■ REQUIRED ACTION
Output all entries exactly as they appear and skip the pictures.

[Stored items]

------------

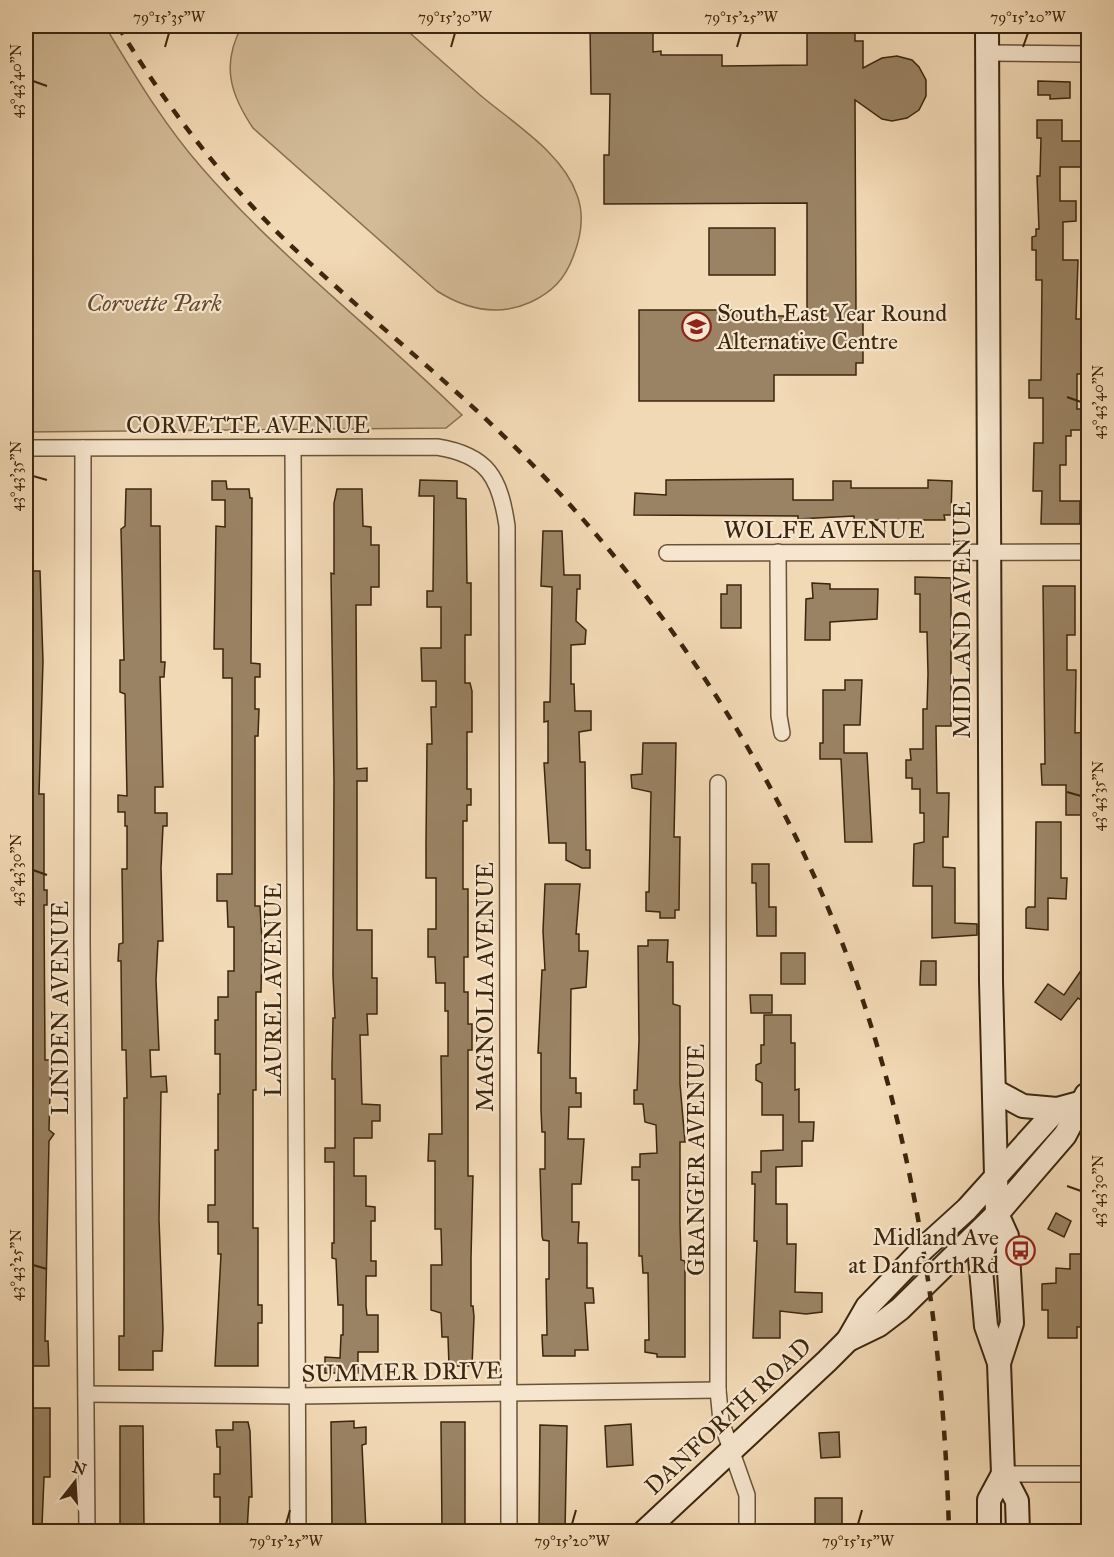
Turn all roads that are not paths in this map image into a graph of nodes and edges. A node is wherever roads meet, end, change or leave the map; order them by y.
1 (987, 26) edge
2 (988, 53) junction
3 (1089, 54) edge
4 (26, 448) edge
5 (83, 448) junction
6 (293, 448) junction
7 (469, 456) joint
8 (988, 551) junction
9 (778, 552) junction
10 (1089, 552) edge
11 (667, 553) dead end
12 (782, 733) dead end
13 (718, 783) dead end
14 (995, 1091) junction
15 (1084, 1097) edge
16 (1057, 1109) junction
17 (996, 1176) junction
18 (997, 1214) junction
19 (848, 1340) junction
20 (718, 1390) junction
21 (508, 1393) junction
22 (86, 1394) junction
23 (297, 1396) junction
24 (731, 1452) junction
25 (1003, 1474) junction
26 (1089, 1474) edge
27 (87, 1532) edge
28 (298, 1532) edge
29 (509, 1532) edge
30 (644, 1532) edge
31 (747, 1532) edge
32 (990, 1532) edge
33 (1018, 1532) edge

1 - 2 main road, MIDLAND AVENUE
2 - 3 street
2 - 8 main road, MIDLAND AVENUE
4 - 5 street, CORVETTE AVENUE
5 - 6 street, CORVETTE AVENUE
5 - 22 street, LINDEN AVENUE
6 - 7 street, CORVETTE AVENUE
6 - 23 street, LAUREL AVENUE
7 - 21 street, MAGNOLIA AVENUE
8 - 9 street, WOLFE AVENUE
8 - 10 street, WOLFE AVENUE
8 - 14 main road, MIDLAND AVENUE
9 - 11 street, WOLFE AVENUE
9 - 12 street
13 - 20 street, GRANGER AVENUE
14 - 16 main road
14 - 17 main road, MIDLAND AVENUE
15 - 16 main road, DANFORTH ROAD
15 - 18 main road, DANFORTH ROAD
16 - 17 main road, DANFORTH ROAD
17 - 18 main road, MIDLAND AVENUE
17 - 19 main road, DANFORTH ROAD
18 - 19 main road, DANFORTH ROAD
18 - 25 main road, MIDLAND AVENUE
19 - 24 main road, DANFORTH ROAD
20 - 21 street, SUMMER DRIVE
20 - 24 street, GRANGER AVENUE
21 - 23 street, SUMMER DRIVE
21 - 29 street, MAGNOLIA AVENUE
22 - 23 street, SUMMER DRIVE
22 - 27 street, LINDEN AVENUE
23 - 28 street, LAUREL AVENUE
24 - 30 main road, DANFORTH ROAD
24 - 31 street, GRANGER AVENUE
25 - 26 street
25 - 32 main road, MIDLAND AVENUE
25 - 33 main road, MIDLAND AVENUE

------------

■ OUTPUT OF THE EXERCISE
Turn all roads that are not paths in this map image into a graph of nodes and edges. A node is wherever roads meet, end, change or leave the map; order them by y.
1 (987, 26) edge
2 (988, 53) junction
3 (1089, 54) edge
4 (26, 448) edge
5 (83, 448) junction
6 (293, 448) junction
7 (469, 456) joint
8 (988, 551) junction
9 (778, 552) junction
10 (1089, 552) edge
11 (667, 553) dead end
12 (782, 733) dead end
13 (718, 783) dead end
14 (995, 1091) junction
15 (1084, 1097) edge
16 (1057, 1109) junction
17 (996, 1176) junction
18 (997, 1214) junction
19 (848, 1340) junction
20 (718, 1390) junction
21 (508, 1393) junction
22 (86, 1394) junction
23 (297, 1396) junction
24 (731, 1452) junction
25 (1003, 1474) junction
26 (1089, 1474) edge
27 (87, 1532) edge
28 (298, 1532) edge
29 (509, 1532) edge
30 (644, 1532) edge
31 (747, 1532) edge
32 (990, 1532) edge
33 (1018, 1532) edge

1 - 2 main road, MIDLAND AVENUE
2 - 3 street
2 - 8 main road, MIDLAND AVENUE
4 - 5 street, CORVETTE AVENUE
5 - 6 street, CORVETTE AVENUE
5 - 22 street, LINDEN AVENUE
6 - 7 street, CORVETTE AVENUE
6 - 23 street, LAUREL AVENUE
7 - 21 street, MAGNOLIA AVENUE
8 - 9 street, WOLFE AVENUE
8 - 10 street, WOLFE AVENUE
8 - 14 main road, MIDLAND AVENUE
9 - 11 street, WOLFE AVENUE
9 - 12 street
13 - 20 street, GRANGER AVENUE
14 - 16 main road
14 - 17 main road, MIDLAND AVENUE
15 - 16 main road, DANFORTH ROAD
15 - 18 main road, DANFORTH ROAD
16 - 17 main road, DANFORTH ROAD
17 - 18 main road, MIDLAND AVENUE
17 - 19 main road, DANFORTH ROAD
18 - 19 main road, DANFORTH ROAD
18 - 25 main road, MIDLAND AVENUE
19 - 24 main road, DANFORTH ROAD
20 - 21 street, SUMMER DRIVE
20 - 24 street, GRANGER AVENUE
21 - 23 street, SUMMER DRIVE
21 - 29 street, MAGNOLIA AVENUE
22 - 23 street, SUMMER DRIVE
22 - 27 street, LINDEN AVENUE
23 - 28 street, LAUREL AVENUE
24 - 30 main road, DANFORTH ROAD
24 - 31 street, GRANGER AVENUE
25 - 26 street
25 - 32 main road, MIDLAND AVENUE
25 - 33 main road, MIDLAND AVENUE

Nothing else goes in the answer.